Collected data entries
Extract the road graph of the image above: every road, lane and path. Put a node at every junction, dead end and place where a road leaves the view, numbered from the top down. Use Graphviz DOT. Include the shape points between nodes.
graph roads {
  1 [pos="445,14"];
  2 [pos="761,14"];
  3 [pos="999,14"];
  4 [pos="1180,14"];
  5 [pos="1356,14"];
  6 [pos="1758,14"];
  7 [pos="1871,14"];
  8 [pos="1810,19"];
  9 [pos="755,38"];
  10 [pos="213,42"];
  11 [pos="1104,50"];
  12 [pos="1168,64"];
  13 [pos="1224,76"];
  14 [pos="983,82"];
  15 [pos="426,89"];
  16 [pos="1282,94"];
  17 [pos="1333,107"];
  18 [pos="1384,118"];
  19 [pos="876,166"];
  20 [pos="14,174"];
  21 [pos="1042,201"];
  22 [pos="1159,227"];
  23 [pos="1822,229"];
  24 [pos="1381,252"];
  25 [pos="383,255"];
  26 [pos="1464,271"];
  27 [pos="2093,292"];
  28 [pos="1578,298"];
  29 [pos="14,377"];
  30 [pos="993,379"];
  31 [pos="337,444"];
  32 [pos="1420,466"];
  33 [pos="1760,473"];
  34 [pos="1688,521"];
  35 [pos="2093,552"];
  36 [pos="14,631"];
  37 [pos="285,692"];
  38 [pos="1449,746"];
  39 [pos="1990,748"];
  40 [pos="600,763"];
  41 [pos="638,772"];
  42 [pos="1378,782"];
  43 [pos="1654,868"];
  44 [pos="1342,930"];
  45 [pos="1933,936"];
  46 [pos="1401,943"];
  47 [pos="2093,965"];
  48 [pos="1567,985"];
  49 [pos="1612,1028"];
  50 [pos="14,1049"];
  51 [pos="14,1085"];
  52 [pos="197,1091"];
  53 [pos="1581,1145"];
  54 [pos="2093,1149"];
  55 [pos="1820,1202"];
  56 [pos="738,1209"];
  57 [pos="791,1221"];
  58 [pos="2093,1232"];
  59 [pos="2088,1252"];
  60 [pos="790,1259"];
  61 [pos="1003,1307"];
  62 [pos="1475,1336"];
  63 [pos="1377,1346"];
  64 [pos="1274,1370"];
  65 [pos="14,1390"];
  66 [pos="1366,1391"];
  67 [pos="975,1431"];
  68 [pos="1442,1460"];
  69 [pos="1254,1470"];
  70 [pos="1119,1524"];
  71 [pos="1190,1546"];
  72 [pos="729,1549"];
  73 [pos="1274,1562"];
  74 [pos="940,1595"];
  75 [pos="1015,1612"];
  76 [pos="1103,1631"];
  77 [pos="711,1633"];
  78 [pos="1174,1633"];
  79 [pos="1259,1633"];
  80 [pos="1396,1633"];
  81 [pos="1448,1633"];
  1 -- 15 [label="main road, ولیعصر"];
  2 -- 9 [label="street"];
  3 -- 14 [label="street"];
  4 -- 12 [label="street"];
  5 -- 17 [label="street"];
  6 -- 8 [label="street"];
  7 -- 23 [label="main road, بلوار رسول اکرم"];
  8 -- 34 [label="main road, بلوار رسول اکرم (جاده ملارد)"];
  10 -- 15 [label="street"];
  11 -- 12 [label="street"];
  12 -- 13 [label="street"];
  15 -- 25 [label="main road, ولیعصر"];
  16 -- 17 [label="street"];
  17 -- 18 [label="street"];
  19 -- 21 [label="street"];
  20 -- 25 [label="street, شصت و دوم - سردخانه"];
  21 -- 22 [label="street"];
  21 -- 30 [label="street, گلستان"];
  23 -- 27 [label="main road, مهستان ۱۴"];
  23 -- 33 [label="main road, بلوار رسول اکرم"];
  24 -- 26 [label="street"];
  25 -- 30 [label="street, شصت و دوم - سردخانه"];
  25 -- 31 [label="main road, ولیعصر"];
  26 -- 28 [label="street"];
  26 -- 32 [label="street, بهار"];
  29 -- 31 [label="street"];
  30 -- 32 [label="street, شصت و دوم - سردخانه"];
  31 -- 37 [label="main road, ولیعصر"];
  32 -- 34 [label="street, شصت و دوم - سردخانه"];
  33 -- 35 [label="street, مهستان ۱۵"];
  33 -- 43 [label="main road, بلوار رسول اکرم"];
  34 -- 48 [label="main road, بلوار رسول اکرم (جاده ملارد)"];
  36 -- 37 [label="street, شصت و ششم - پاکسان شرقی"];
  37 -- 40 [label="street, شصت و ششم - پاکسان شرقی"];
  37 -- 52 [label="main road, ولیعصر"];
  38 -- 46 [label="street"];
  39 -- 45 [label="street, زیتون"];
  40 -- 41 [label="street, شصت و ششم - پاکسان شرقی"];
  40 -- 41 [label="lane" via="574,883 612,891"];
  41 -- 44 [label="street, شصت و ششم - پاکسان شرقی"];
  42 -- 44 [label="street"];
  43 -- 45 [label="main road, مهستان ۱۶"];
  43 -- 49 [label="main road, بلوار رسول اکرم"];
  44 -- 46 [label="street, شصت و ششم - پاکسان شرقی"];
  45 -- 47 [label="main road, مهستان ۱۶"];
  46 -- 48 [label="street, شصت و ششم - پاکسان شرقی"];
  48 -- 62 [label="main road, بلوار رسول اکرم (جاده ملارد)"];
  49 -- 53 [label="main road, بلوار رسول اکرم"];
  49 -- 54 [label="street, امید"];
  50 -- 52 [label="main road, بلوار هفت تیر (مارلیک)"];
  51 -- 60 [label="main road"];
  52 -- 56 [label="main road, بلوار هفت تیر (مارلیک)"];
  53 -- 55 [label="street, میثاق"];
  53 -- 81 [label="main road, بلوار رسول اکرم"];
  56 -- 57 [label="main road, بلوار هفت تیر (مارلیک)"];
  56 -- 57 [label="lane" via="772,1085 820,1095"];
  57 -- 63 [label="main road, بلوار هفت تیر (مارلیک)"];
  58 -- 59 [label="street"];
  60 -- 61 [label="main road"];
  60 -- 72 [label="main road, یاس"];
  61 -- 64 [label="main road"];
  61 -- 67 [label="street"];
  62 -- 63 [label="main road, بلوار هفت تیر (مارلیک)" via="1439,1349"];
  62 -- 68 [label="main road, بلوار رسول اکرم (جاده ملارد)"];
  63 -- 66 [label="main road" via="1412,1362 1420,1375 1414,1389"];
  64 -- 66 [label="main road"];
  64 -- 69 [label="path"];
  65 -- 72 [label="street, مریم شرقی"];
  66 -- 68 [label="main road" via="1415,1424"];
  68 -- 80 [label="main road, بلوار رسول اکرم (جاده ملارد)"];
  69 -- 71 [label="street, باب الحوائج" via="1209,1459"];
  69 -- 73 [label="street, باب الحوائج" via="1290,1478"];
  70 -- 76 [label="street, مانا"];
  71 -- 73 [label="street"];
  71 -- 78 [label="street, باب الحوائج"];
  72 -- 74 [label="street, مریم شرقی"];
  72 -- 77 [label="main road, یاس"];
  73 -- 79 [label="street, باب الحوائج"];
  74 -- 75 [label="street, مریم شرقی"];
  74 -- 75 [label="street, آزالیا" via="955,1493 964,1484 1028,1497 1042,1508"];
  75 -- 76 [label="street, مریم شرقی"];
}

## Task to complete
From the entries above, copy each line holding "ملارد".

## Answer area
  8 -- 34 [label="main road, بلوار رسول اکرم (جاده ملارد)"];
  34 -- 48 [label="main road, بلوار رسول اکرم (جاده ملارد)"];
  48 -- 62 [label="main road, بلوار رسول اکرم (جاده ملارد)"];
  62 -- 68 [label="main road, بلوار رسول اکرم (جاده ملارد)"];
  68 -- 80 [label="main road, بلوار رسول اکرم (جاده ملارد)"];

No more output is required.